Let’s start 2018 on a positive note – happy new year everyone, I wish you health, wealth and happiness. Now…let usual service resume.
A persistent problem in foreign exchange circles for the past decade has been the inability of the oversight function to keep up with technological advances – chat rooms were inadequately monitored, some prime brokers were running tremendous operational risks and some participants were using technological excellence for what some would describe as nefarious purposes.
I don’t know what happened exactly on December 25 when 99.9% of the FX market was shut down, but whatever it was, we probably need to do something about it, because I can’t see how it can be a good thing when the world’s most liquid currency pair decides to spend four hours trading (very occasionally I am told) some 350 points below where it closed.
It doesn’t bother me that a news service decided to make an issue of it, more I am concerned that plenty of people were in the dark about whether or not the trades were legitimate.

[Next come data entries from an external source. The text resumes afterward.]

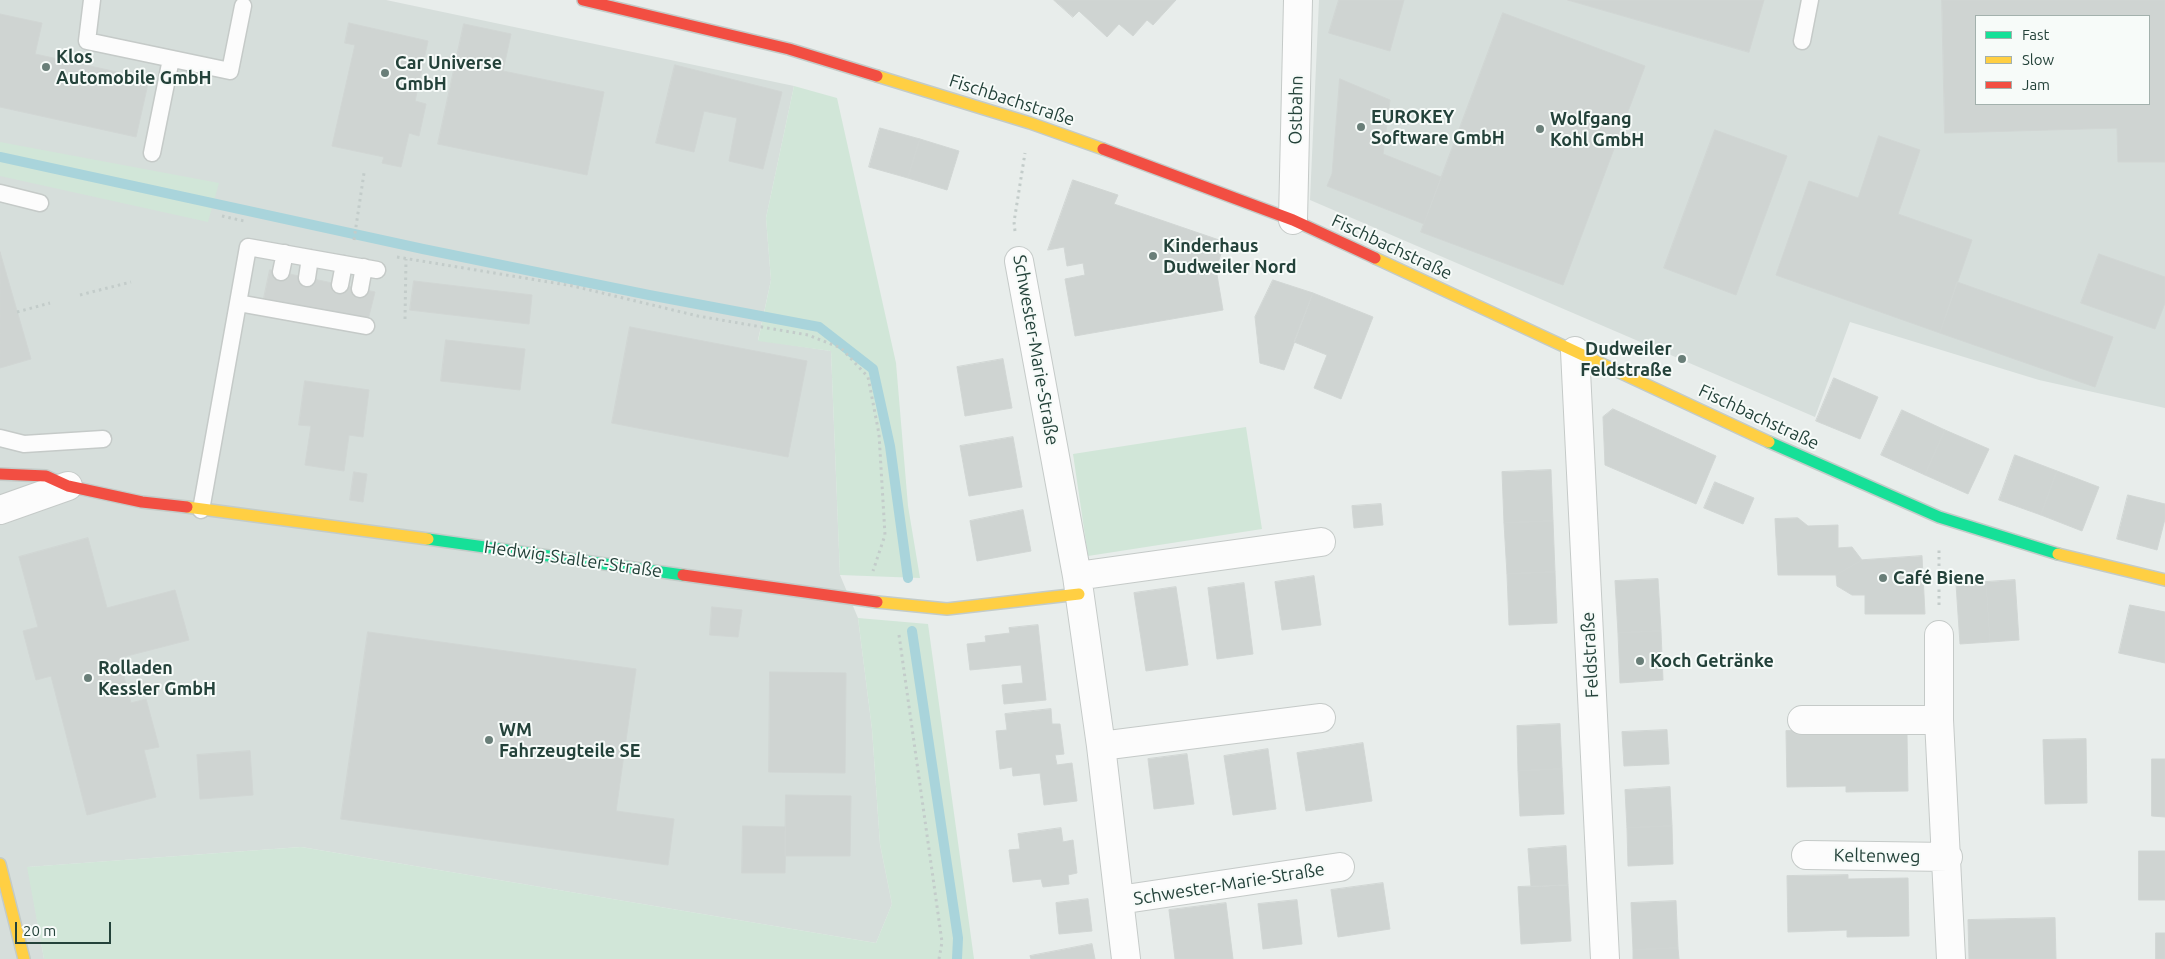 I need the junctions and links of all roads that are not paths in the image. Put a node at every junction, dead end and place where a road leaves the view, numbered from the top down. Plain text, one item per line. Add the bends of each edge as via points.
1 (92, 0) edge
2 (583, 0) edge
3 (1298, 0) edge
4 (1810, 0) edge
5 (243, 6) dead end
6 (1802, 41) dead end
7 (171, 59) junction
8 (152, 153) dead end
9 (0, 193) edge
10 (40, 203) dead end
11 (1293, 220) junction
12 (285, 253) junction
13 (310, 258) junction
14 (1019, 262) road end
15 (344, 264) junction
16 (281, 272) dead end
17 (307, 278) dead end
18 (340, 285) dead end
19 (360, 289) dead end
20 (238, 303) junction
21 (358, 322) dead end
22 (1575, 351) junction
23 (0, 438) edge
24 (103, 439) dead end
25 (0, 474) edge
26 (68, 486) junction
27 (0, 510) edge
28 (201, 510) junction
29 (1321, 542) dead end
30 (2165, 580) edge
31 (1078, 585) junction
32 (1939, 635) road end
33 (1321, 718) dead end
34 (1802, 720) dead end
35 (1940, 720) junction
36 (1101, 746) junction
37 (1806, 855) dead end
38 (1948, 857) junction
39 (0, 864) edge
40 (1340, 867) dead end
41 (1119, 900) junction
42 (24, 959) edge
43 (1126, 959) edge
44 (1605, 959) edge
45 (1951, 959) edge

1 - 7 lane via 87,41
2 - 11 street, Fischbachstraße via 789,49 1030,123
3 - 11 street, Ostbahn
4 - 6 lane
5 - 7 lane via 230,71
7 - 8 lane
9 - 10 lane
11 - 22 street, Fischbachstraße
12 - 13 lane
12 - 16 lane
12 - 20 lane via 248,247
13 - 15 lane
13 - 17 lane
14 - 31 street, Schwester-Marie-Straße
15 - 18 lane
15 - 19 lane via 371,269
20 - 21 lane via 275,305
20 - 28 lane
22 - 30 street, Fischbachstraße via 1939,517 2063,556
22 - 44 street, Feldstraße
23 - 24 lane via 24,444
25 - 26 street, Hedwig-Stalter-Straße via 46,476
26 - 27 street
26 - 28 street, Hedwig-Stalter-Straße via 142,502
28 - 31 street, Hedwig-Stalter-Straße via 895,605 947,609
29 - 31 street
31 - 36 street, Schwester-Marie-Straße
32 - 35 street
33 - 36 street
34 - 35 street
35 - 38 street
36 - 41 street, Schwester-Marie-Straße
37 - 38 street, Keltenweg
38 - 45 street
39 - 42 street
40 - 41 street, Schwester-Marie-Straße
41 - 43 street, Schwester-Marie-Straße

I don’t mean in the sense of did they happen – apparently they did on a few peripheral retail-orientated sites as well as on an institutional venue – more people were concerned as to whether this constitutes a legitimate high/low meaning option barriers and orders could be triggered?
As I understand it – and information is thin on the ground – the amounts involved were not large enough to trigger the rules around highs and lows, but I still think it is worth asking the question, what were these people (computers actually) doing even trading during a time when no major market centre and no major market participants were operational?
This is an issue for cryptocurrency markets now that we have two major exchanges offering bitcoin products but I don’t see it as being as important in those “buyer beware” markets where, quite frankly, crazy is the norm.
In FX markets, however, where a lot rides on the price, I don’t believe we can allow markets to trade outside what are widely-accepted hours. I understand fully that if there is no news out and EURUSD closes on Friday in New York at, say, 1.1800, but trades to 1.1400 over the weekend, then the institutional players will probably ignore the weekend trading and open at 1.1800 – meaning whoever sold it down has done their boots (technical market term).
But what if they were selling it down to hit stops or trigger a barrier? Are the legals sufficiently strong to mean they cannot do that?
It’s one thing dealing with flash crashes when the market is open, albeit thin, but at least there are – at face value – respectable market participants to police the activity and to help trigger a quick reversal. At weekends these players are not about and as such we are at the mercy of the lowest common denominator in terms of ethics.
It is just too easy to push a market to a certain level and only needs a few of these episodes for whoever is playing around with the markets to have made enough money to walk off into the sunset. Surely then, it’s best to try to avert the issue now by establishing firm market opening hours?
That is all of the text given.